Kukira dulu memang aku diciptakan sebagai penyendiri yang menikmati sepi dan kesendirian, namun tampaknya tidak. Apa yang kau cari memang harus kau perjuangkan. Ketika kau mendapatkan mimpi dan berjuang untuk mendapatkannya bukan berarti kau harus berjuang dengan kesendirian. Sempat terlintas bahwa jalan selibat akan menuntunku mendapatkan mimpi itu, namun nyatanya bukan itu yang dimau. Mimpi besarmu terkadang terlalu tinggi untuk kau daki sendirian. Perjuanganmu bukan hanya soal ketika kau melipat kedua tanganmu dan berseru, namun juga ketika kau berpegang tangan satu sama lain dan melihat Semesta hadir di dalamnya. Karena ketika dua atau tiga orang berkumpul, Dia kan hadir ditengah-tengahnya. Jelas, ini bukan berbicara mengenai jalan sendiri yang pernah terlintas.

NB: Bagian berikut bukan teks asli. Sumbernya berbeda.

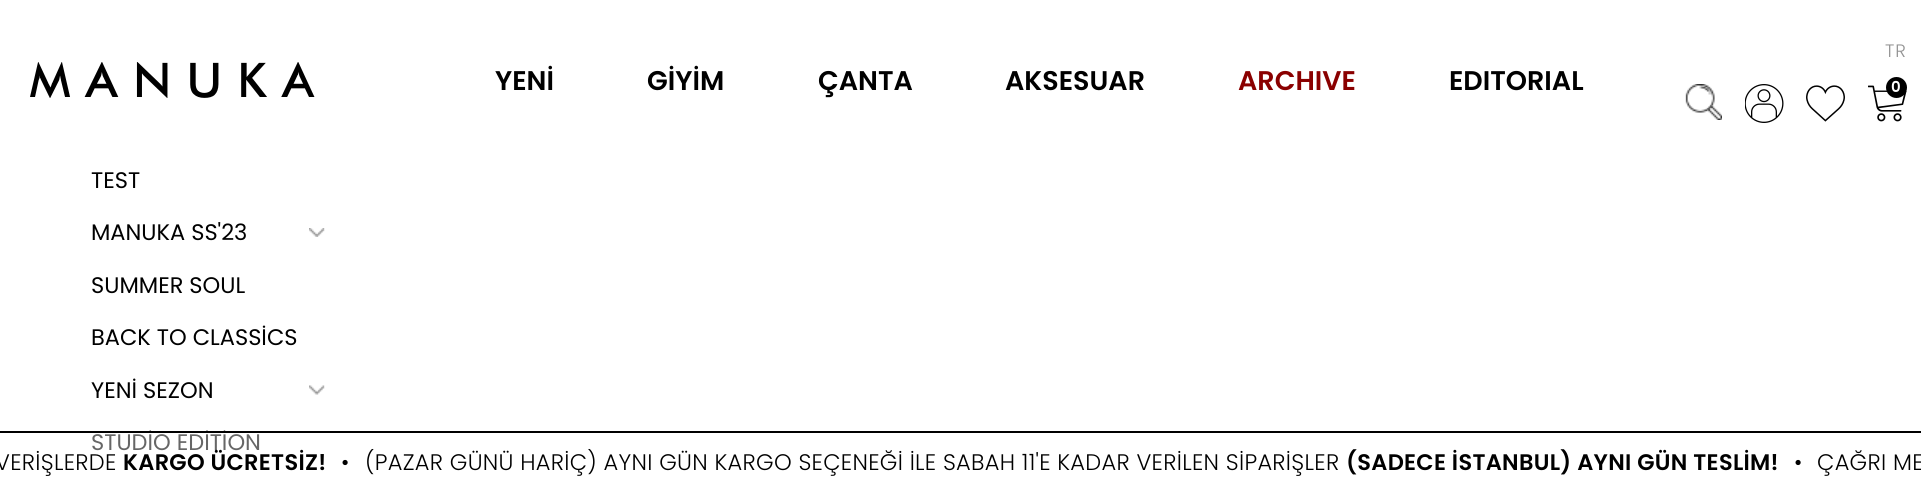 #include <cairo.h>
#include <math.h>
#include <stddef.h>


static void rgb(cairo_t *cr, int r, int g, int b)
{
	cairo_set_source_rgb(cr, r / 255.0, g / 255.0, b / 255.0);
}

static void face(cairo_t *cr, const char *family, double size, int italic, int bold)
{
	cairo_select_font_face(cr, family, italic ? CAIRO_FONT_SLANT_ITALIC : CAIRO_FONT_SLANT_NORMAL,
		bold ? CAIRO_FONT_WEIGHT_BOLD : CAIRO_FONT_WEIGHT_NORMAL);
	cairo_set_font_size(cr, size);
}

static void label(cairo_t *cr, double x, double y, const char *s)
{
	cairo_move_to(cr, x, y);
	cairo_show_text(cr, s);
}

static void tracked(cairo_t *cr, double x, double y, const char *s, double letter, double word)
{
	cairo_move_to(cr, x, y);
	while (*s) {
		char ch[5] = {0};
		int n = 0;
		do ch[n++] = *s++; while ((*s & 0xC0) == 0x80);
		cairo_show_text(cr, ch);
		cairo_rel_move_to(cr, letter + word * (*ch == ' '), 0);
	}
}

static void rect(cairo_t *cr, double x, double y, double w, double h)
{
	cairo_rectangle(cr, x, y, w, h);
	cairo_fill(cr);
}

static void image(cairo_t *cr, const char *path, double x, double y, double w, double h)
{
	cairo_surface_t *image = cairo_image_surface_create_from_png(path);
	cairo_save(cr);
	cairo_set_source_surface(cr, image, x, y);
	cairo_rectangle(cr, x, y, w, h);
	cairo_fill(cr);
	cairo_restore(cr);
	cairo_surface_destroy(image);
}

static void draw(cairo_t *cr) {
	rgb(cr, 255, 255, 255);
	cairo_paint(cr);
	image(cr, "image0.png", 30, 62, 285, 36);
	face(cr, "Poppins SemiBold", 27, 0, 0);
	rgb(cr, 0, 0, 0);
	label(cr, 495, 90, "YENİ");
	label(cr, 647, 90, "GİYİM");
	label(cr, 818, 90, "ÇANTA");
	label(cr, 1005, 90, "AKSESUAR");
	rgb(cr, 138, 0, 0);
	label(cr, 1238, 90, "ARCHIVE");
	rgb(cr, 0, 0, 0);
	label(cr, 1449, 90, "EDITORIAL");
	face(cr, "Poppins Light", 18, 0, 0);
	rgb(cr, 146, 146, 146);
	tracked(cr, 1885, 57, "TR", 1, 0);
	image(cr, "image1.png", 1685, 84, 37, 36);
	image(cr, "image2.png", 1745, 84, 39, 39);
	image(cr, "image3.png", 1806, 85, 39, 37);
	image(cr, "image4.png", 1868, 85, 39, 37);
	rgb(cr, 0, 0, 0);
	cairo_arc(cr, 1896.5, 87.5, 10.5, 0, 2 * M_PI);
	cairo_fill(cr);
	face(cr, "Poppins SemiBold", 15, 0, 0);
	rgb(cr, 255, 255, 255);
	label(cr, 1891, 92, "0");
	face(cr, "Poppins", 22.5, 0, 0);
	rgb(cr, 0, 0, 0);
	label(cr, 91, 450, "STUDİO EDİTİON");
	cairo_set_source_rgba(cr, 1, 1, 1, 0.4);
	rect(cr, 92, 434, 167, 17);
	rgb(cr, 0, 0, 0);
	rect(cr, 0, 431, 1921, 2);
	face(cr, "Poppins Light", 22.5, 0, 0);
	tracked(cr, -5, 470, "VERİŞLERDE", 0.3, 0);
	face(cr, "Poppins SemiBold", 22.5, 0, 0);
	tracked(cr, 123, 470, "KARGO ÜCRETSİZ!", 0.3, 0);
	face(cr, "Poppins Light", 22.5, 0, 0);
	tracked(cr, 341, 470, "•", 0.3, 0);
	tracked(cr, 365, 470, "(PAZAR GÜNÜ HARİÇ) AYNI GÜN KARGO SEÇENEĞİ İLE SABAH 11'E KADAR VERİLEN SİPARİŞLER", 0.3, 0);
	face(cr, "Poppins SemiBold", 22.5, 0, 0);
	tracked(cr, 1346, 470, "(SADECE İSTANBUL) AYNI GÜN TESLİM!", 0.3, 0);
	face(cr, "Poppins Light", 22.5, 0, 0);
	tracked(cr, 1794, 470, "•", 0.3, 0);
	tracked(cr, 1817, 470, "ÇAĞRI ME", 0.3, 0);
	face(cr, "Poppins", 22.5, 0, 0);
	label(cr, 91, 188, "TEST");
	image(cr, "image5.png", 309, 228, 16, 9);
	label(cr, 91, 240, "MANUKA SS'23");
	label(cr, 91, 293, "SUMMER SOUL");
	label(cr, 91, 345, "BACK TO CLASSİCS");
	image(cr, "image6.png", 309, 385, 16, 10);
	label(cr, 91, 398, "YENİ SEZON");
}

int main(void) {
	cairo_surface_t *surface = cairo_image_surface_create(CAIRO_FORMAT_RGB24, 1921, 491);
	cairo_t *cr = cairo_create(surface);
	cairo_font_options_t *options = cairo_font_options_create();
	cairo_font_options_set_hint_metrics(options, CAIRO_HINT_METRICS_OFF);
	cairo_font_options_set_hint_style(options, CAIRO_HINT_STYLE_NONE);
	cairo_set_font_options(cr, options);
	cairo_set_miter_limit(cr, 4);
	draw(cr);
	cairo_surface_write_to_png(surface, "render.png");
	cairo_font_options_destroy(options);
	cairo_destroy(cr);
	cairo_surface_destroy(surface);
	return 0;
}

Aku berharap bahwa kali ini aku dapat tidur. Aku ingin tidur dalam tenang supaya dapat dengan hati-hati rusukku terambil. Supaya dapat dengan penuh kelembutan pula terbentuk tulang itu untuk dapat kembali menjadi bagian dari diriku dalam wujud yang serupa denganku. Supaya, kemudian, kami dapat bermimpi bersama, berjuang bersama, berlutut bersama. Ya, kali ini itu pintaku. Bukan karena lelah aku terbangun dan sendiri melihat bagaimana sekitar ini, namun karena aku ingin tidur tenang supaya dapat kembali bangun dan melihat sekitar dengan lebih kuat lagi. Aku ingin tidur.

Kamis, 10 Desember 2015

Apakah Sulit?

Bukankah kau bilang 'hanya' pikul salib?
Aku tahu itu tak mudah
Namun berulang kali aku meminta
Dan kau beri kan ku kekuatan

Rasakan hadiratMu
MengiringMu seumur hidupku
Masuk dalam rencanaMu
Bukahkah itu mauMu?

Aku sadar bahwa hanya didalamMu aku mampu

Kupinta satu kembali kali ini
Ketika itu terhilang
Dan aku tahu ini menyakitkan
Bukan hanya karena dia terhilang
Namun karena kupikir dia adalah janjiMu
dia adalah rencanaMu

Harapanku hanya didalamMu
BersamaMu ku kan teguh
Kali ini aku tertawa
Bukan menertawakanMu
Ijinkanku menertawakan diriku
kehendakku yang barangkali Kau pikir lemah

Jadikanku bejanaMu?
Berulang kali aku mencoba
Gagal
Mencoba
Dan selalu mencoba
Itu yang Kaubilang

Tak mudah
Namun kuminta padaMu untuk
Tenangkan jiwaku
Tenteramkan hatiku

Kali ini..
Dia meminta maaf kepadaku
Serta ucapkan terima kasih kepadaku

Yang kutahu diatas kata maaf ada satu kata
Ampun
Yang kutahu diatas kata terima kasih ada satu kata
Syukur

Pengampunan
dan
Bersyukur

Sesederhana itu dan itu terasa masih sulit bagiku...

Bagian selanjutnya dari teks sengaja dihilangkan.